#### WHAT YOU WILL DO:
Here are some entries. Repeat all of them exactly.

════════════════════

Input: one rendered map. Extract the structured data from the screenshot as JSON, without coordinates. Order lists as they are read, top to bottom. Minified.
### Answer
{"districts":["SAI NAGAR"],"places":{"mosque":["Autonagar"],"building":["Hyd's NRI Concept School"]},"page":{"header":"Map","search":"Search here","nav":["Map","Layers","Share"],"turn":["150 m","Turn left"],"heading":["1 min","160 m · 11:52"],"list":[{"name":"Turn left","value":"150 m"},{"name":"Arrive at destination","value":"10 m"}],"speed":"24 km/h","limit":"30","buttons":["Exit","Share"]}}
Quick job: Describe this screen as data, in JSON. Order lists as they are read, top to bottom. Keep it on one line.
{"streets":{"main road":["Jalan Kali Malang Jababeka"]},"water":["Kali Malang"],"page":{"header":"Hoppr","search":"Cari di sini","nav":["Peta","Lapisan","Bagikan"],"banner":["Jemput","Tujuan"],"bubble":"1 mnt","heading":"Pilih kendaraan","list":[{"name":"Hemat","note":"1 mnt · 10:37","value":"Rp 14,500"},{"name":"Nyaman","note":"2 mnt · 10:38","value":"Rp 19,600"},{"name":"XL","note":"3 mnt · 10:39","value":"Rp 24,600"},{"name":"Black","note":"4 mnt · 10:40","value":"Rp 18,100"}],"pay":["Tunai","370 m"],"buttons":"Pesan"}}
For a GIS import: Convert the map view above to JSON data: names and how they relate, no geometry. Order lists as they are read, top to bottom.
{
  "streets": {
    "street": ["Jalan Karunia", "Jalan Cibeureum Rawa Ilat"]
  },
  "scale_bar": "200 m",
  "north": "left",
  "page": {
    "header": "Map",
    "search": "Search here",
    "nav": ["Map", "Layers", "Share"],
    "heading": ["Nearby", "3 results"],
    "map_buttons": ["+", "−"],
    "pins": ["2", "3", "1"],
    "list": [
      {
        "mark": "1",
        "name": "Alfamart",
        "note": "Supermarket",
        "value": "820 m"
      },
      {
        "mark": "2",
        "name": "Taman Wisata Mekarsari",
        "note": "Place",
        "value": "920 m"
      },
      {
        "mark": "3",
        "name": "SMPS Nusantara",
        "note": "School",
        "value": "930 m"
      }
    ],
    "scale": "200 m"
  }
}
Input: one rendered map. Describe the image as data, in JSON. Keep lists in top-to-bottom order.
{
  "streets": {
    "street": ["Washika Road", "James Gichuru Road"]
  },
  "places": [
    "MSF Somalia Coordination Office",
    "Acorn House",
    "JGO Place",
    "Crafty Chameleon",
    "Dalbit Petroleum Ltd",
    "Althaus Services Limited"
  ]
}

════════════════════

#### EXERCISE ANSWER:
Input: one rendered map. Extract the structured data from the screenshot as JSON, without coordinates. Order lists as they are read, top to bottom. Minified.
### Answer
{"districts":["SAI NAGAR"],"places":{"mosque":["Autonagar"],"building":["Hyd's NRI Concept School"]},"page":{"header":"Map","search":"Search here","nav":["Map","Layers","Share"],"turn":["150 m","Turn left"],"heading":["1 min","160 m · 11:52"],"list":[{"name":"Turn left","value":"150 m"},{"name":"Arrive at destination","value":"10 m"}],"speed":"24 km/h","limit":"30","buttons":["Exit","Share"]}}
Quick job: Describe this screen as data, in JSON. Order lists as they are read, top to bottom. Keep it on one line.
{"streets":{"main road":["Jalan Kali Malang Jababeka"]},"water":["Kali Malang"],"page":{"header":"Hoppr","search":"Cari di sini","nav":["Peta","Lapisan","Bagikan"],"banner":["Jemput","Tujuan"],"bubble":"1 mnt","heading":"Pilih kendaraan","list":[{"name":"Hemat","note":"1 mnt · 10:37","value":"Rp 14,500"},{"name":"Nyaman","note":"2 mnt · 10:38","value":"Rp 19,600"},{"name":"XL","note":"3 mnt · 10:39","value":"Rp 24,600"},{"name":"Black","note":"4 mnt · 10:40","value":"Rp 18,100"}],"pay":["Tunai","370 m"],"buttons":"Pesan"}}
For a GIS import: Convert the map view above to JSON data: names and how they relate, no geometry. Order lists as they are read, top to bottom.
{
  "streets": {
    "street": ["Jalan Karunia", "Jalan Cibeureum Rawa Ilat"]
  },
  "scale_bar": "200 m",
  "north": "left",
  "page": {
    "header": "Map",
    "search": "Search here",
    "nav": ["Map", "Layers", "Share"],
    "heading": ["Nearby", "3 results"],
    "map_buttons": ["+", "−"],
    "pins": ["2", "3", "1"],
    "list": [
      {
        "mark": "1",
        "name": "Alfamart",
        "note": "Supermarket",
        "value": "820 m"
      },
      {
        "mark": "2",
        "name": "Taman Wisata Mekarsari",
        "note": "Place",
        "value": "920 m"
      },
      {
        "mark": "3",
        "name": "SMPS Nusantara",
        "note": "School",
        "value": "930 m"
      }
    ],
    "scale": "200 m"
  }
}
Input: one rendered map. Describe the image as data, in JSON. Keep lists in top-to-bottom order.
{
  "streets": {
    "street": ["Washika Road", "James Gichuru Road"]
  },
  "places": [
    "MSF Somalia Coordination Office",
    "Acorn House",
    "JGO Place",
    "Crafty Chameleon",
    "Dalbit Petroleum Ltd",
    "Althaus Services Limited"
  ]
}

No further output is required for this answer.